» Problem: Would you give the listing again exactly, without its images?

» Provided data:
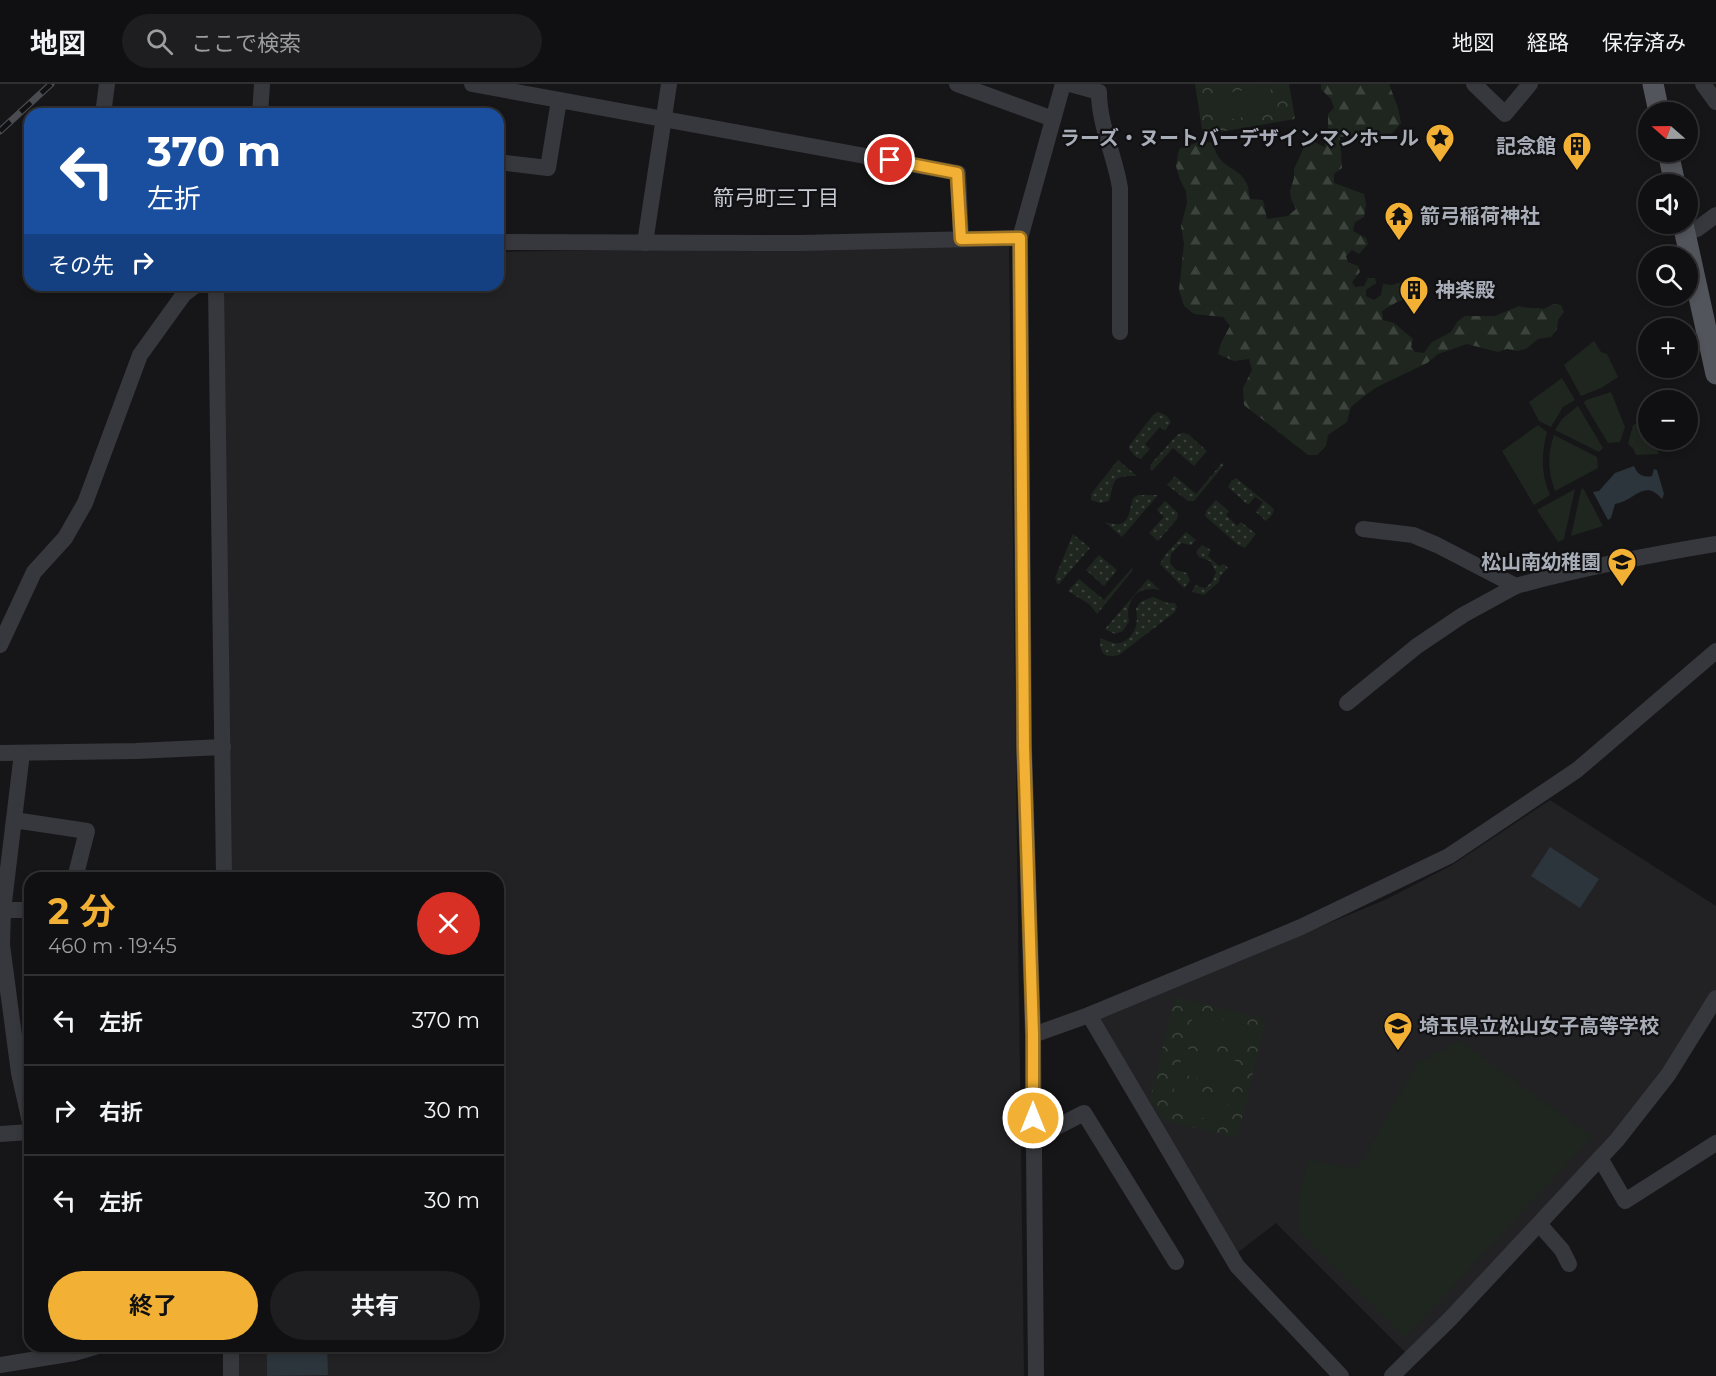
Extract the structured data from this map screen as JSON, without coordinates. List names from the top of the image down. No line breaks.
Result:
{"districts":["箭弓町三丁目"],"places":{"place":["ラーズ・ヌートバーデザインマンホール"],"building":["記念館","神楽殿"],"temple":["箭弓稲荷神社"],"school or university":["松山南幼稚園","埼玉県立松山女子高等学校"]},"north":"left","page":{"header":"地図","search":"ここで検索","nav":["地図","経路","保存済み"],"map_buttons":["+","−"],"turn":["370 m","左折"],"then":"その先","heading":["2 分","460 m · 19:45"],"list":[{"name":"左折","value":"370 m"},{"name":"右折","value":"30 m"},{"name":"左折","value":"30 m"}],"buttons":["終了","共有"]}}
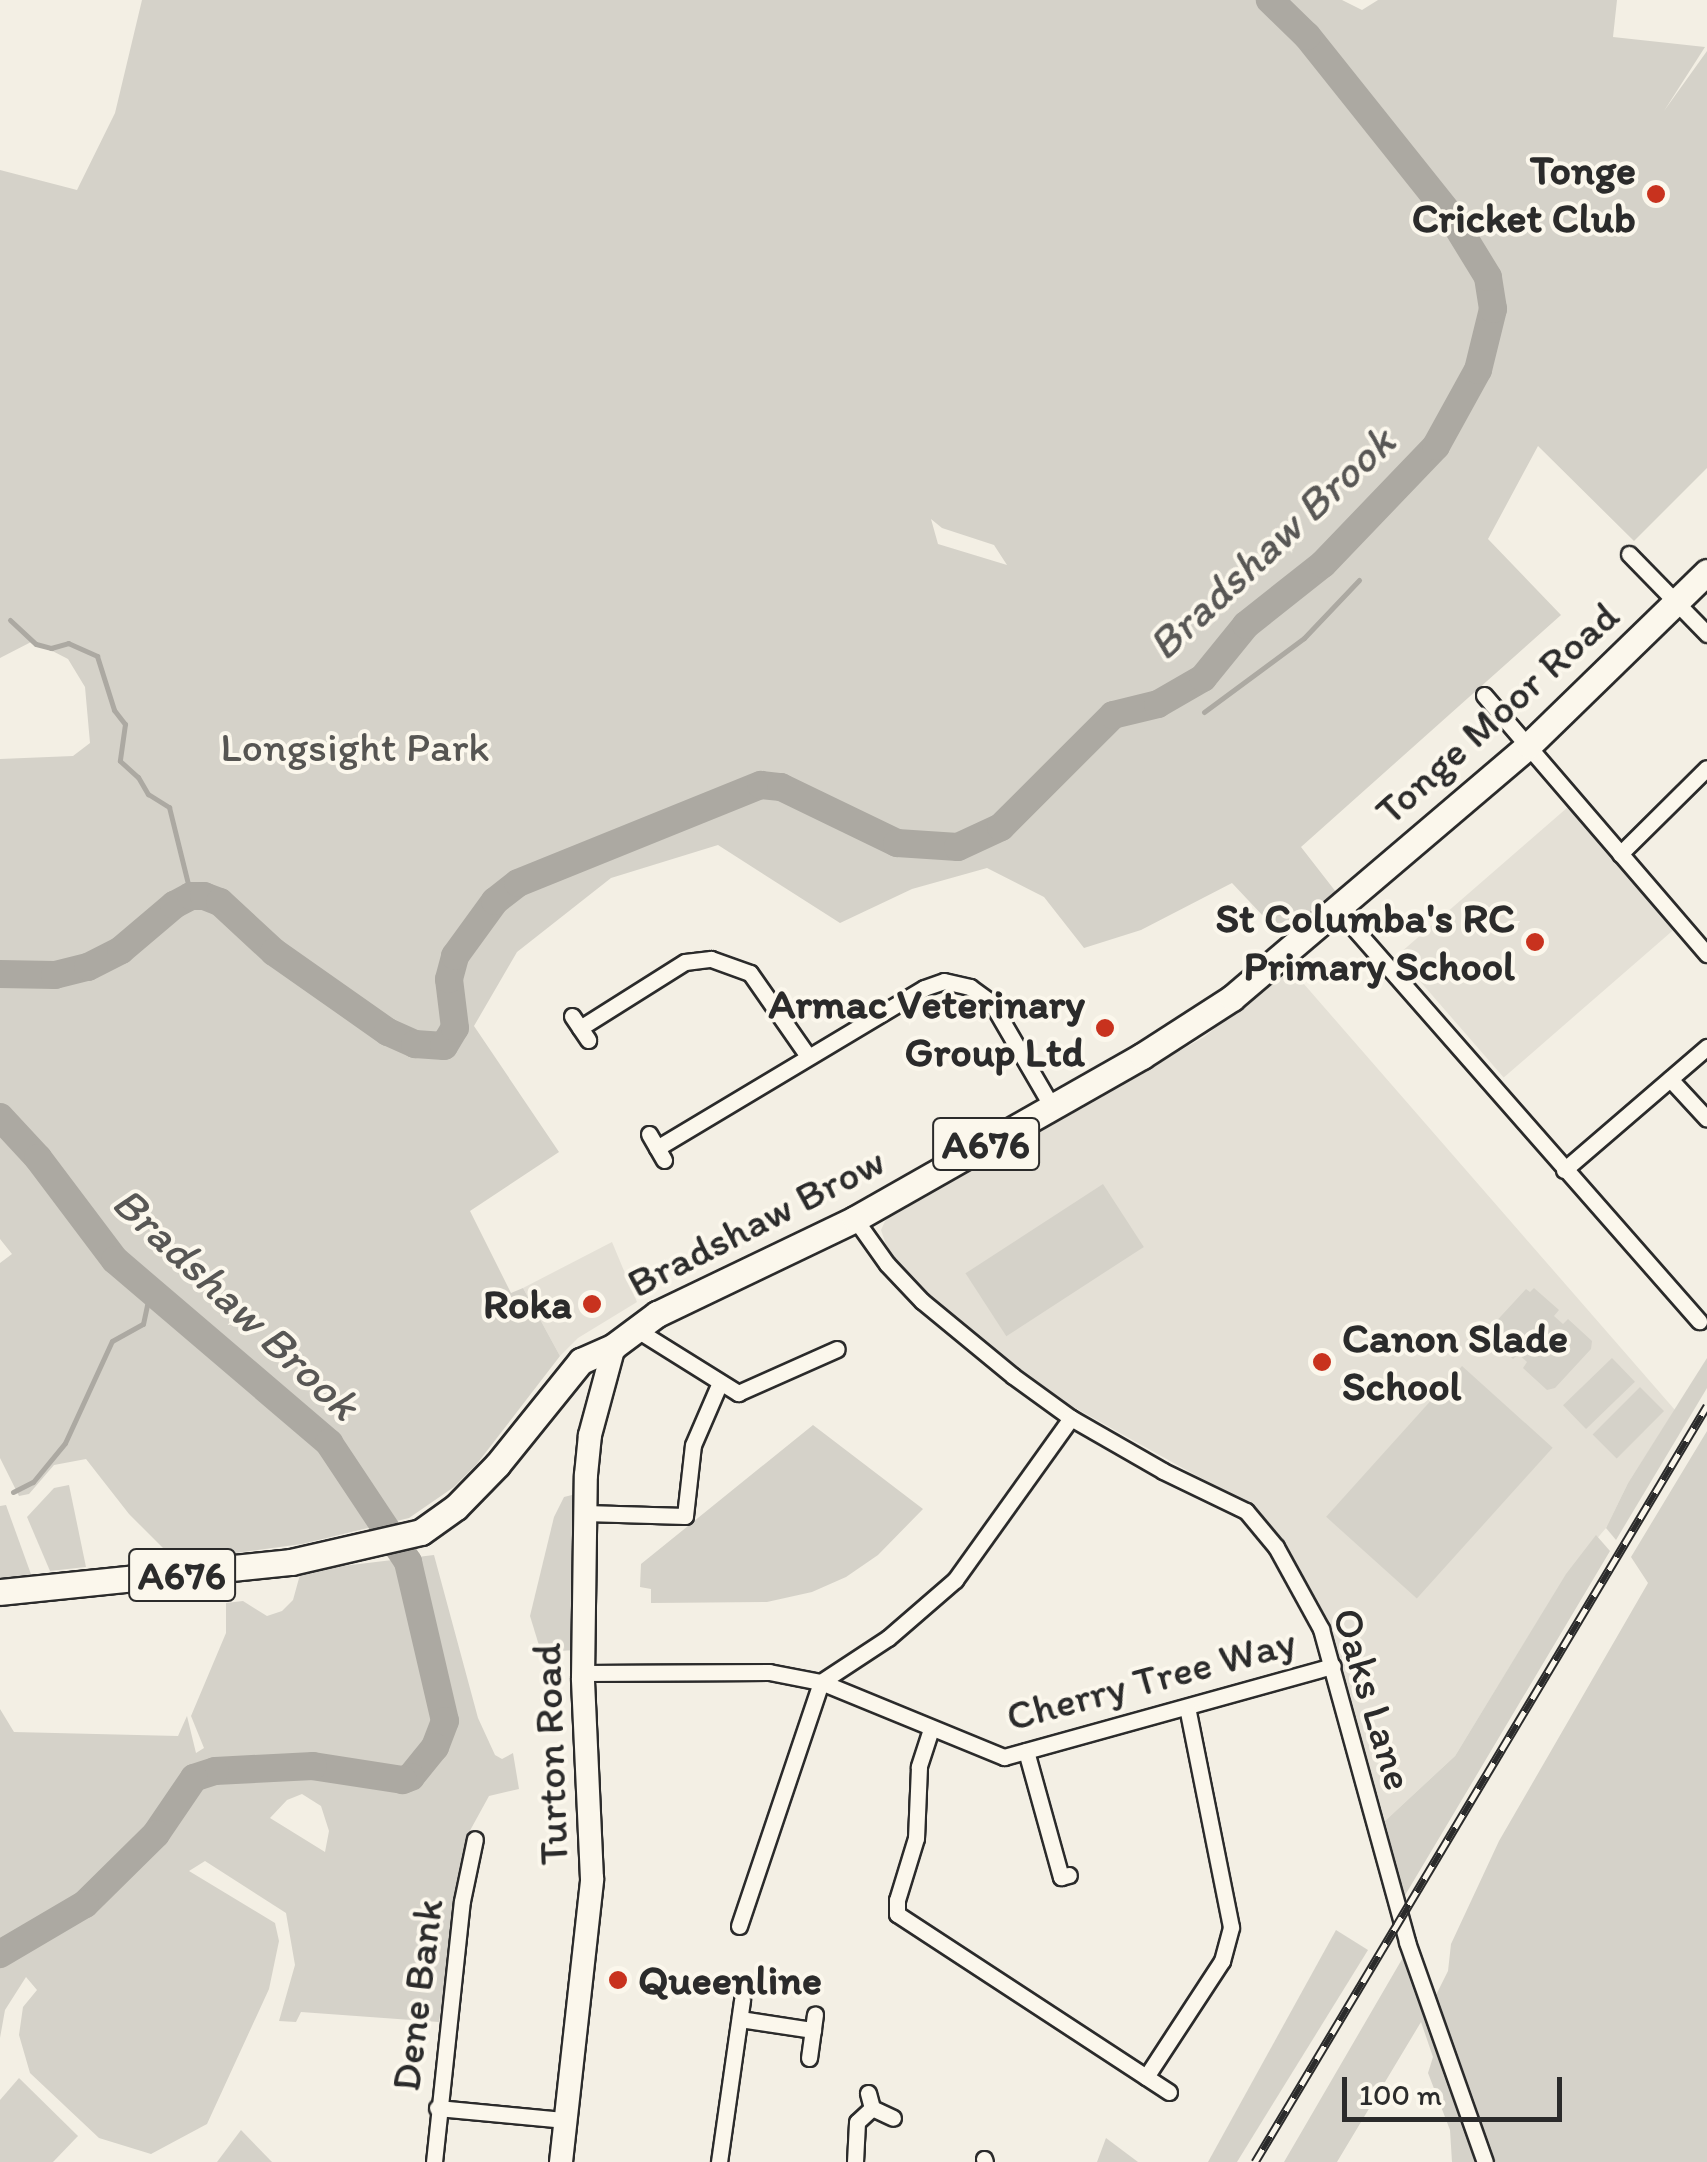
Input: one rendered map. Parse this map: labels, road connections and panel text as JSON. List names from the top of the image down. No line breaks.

» Reply to the task:
Extract the structured data from this map screen as JSON, without coordinates. List names from the top of the image down. No line breaks.
Result:
{"districts":["箭弓町三丁目"],"places":{"place":["ラーズ・ヌートバーデザインマンホール"],"building":["記念館","神楽殿"],"temple":["箭弓稲荷神社"],"school or university":["松山南幼稚園","埼玉県立松山女子高等学校"]},"north":"left","page":{"header":"地図","search":"ここで検索","nav":["地図","経路","保存済み"],"map_buttons":["+","−"],"turn":["370 m","左折"],"then":"その先","heading":["2 分","460 m · 19:45"],"list":[{"name":"左折","value":"370 m"},{"name":"右折","value":"30 m"},{"name":"左折","value":"30 m"}],"buttons":["終了","共有"]}}
Input: one rendered map. Parse this map: labels, road connections and panel text as JSON. List names from the top of the image down. No line breaks.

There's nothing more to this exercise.